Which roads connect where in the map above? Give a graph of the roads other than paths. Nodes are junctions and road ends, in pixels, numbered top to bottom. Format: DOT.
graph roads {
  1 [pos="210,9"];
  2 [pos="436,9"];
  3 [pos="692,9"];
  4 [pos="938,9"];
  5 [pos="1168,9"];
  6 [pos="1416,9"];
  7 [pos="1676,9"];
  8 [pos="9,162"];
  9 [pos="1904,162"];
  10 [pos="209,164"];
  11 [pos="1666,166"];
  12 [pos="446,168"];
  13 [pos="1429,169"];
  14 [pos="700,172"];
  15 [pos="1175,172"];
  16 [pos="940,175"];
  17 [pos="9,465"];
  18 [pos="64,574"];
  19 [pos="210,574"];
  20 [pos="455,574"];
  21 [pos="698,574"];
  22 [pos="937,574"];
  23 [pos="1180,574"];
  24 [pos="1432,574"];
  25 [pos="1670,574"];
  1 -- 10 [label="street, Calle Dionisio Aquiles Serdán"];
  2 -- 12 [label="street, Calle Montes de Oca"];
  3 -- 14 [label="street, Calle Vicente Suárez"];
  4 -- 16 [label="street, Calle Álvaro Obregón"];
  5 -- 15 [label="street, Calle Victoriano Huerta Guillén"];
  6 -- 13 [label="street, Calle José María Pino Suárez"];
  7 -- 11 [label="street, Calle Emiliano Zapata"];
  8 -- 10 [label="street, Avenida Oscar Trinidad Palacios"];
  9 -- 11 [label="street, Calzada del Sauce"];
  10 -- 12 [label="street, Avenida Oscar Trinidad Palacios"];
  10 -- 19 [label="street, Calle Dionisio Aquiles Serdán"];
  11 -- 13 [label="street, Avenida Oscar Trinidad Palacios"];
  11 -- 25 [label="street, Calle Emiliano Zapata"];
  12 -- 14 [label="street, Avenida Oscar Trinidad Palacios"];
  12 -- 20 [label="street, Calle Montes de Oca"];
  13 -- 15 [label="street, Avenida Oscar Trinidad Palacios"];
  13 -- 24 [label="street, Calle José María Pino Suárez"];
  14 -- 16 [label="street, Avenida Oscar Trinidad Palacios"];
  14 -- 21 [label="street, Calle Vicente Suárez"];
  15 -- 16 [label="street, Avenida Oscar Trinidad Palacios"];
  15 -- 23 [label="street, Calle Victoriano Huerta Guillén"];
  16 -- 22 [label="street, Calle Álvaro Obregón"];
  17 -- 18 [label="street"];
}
************
The complete material must be repeated exactly.

Which roads connect where in the map above? Give a graph of the roads other than paths. Nodes are junctions and road ends, in pixels, numbered top to bottom. Format: DOT.
graph roads {
  1 [pos="210,9"];
  2 [pos="436,9"];
  3 [pos="692,9"];
  4 [pos="938,9"];
  5 [pos="1168,9"];
  6 [pos="1416,9"];
  7 [pos="1676,9"];
  8 [pos="9,162"];
  9 [pos="1904,162"];
  10 [pos="209,164"];
  11 [pos="1666,166"];
  12 [pos="446,168"];
  13 [pos="1429,169"];
  14 [pos="700,172"];
  15 [pos="1175,172"];
  16 [pos="940,175"];
  17 [pos="9,465"];
  18 [pos="64,574"];
  19 [pos="210,574"];
  20 [pos="455,574"];
  21 [pos="698,574"];
  22 [pos="937,574"];
  23 [pos="1180,574"];
  24 [pos="1432,574"];
  25 [pos="1670,574"];
  1 -- 10 [label="street, Calle Dionisio Aquiles Serdán"];
  2 -- 12 [label="street, Calle Montes de Oca"];
  3 -- 14 [label="street, Calle Vicente Suárez"];
  4 -- 16 [label="street, Calle Álvaro Obregón"];
  5 -- 15 [label="street, Calle Victoriano Huerta Guillén"];
  6 -- 13 [label="street, Calle José María Pino Suárez"];
  7 -- 11 [label="street, Calle Emiliano Zapata"];
  8 -- 10 [label="street, Avenida Oscar Trinidad Palacios"];
  9 -- 11 [label="street, Calzada del Sauce"];
  10 -- 12 [label="street, Avenida Oscar Trinidad Palacios"];
  10 -- 19 [label="street, Calle Dionisio Aquiles Serdán"];
  11 -- 13 [label="street, Avenida Oscar Trinidad Palacios"];
  11 -- 25 [label="street, Calle Emiliano Zapata"];
  12 -- 14 [label="street, Avenida Oscar Trinidad Palacios"];
  12 -- 20 [label="street, Calle Montes de Oca"];
  13 -- 15 [label="street, Avenida Oscar Trinidad Palacios"];
  13 -- 24 [label="street, Calle José María Pino Suárez"];
  14 -- 16 [label="street, Avenida Oscar Trinidad Palacios"];
  14 -- 21 [label="street, Calle Vicente Suárez"];
  15 -- 16 [label="street, Avenida Oscar Trinidad Palacios"];
  15 -- 23 [label="street, Calle Victoriano Huerta Guillén"];
  16 -- 22 [label="street, Calle Álvaro Obregón"];
  17 -- 18 [label="street"];
}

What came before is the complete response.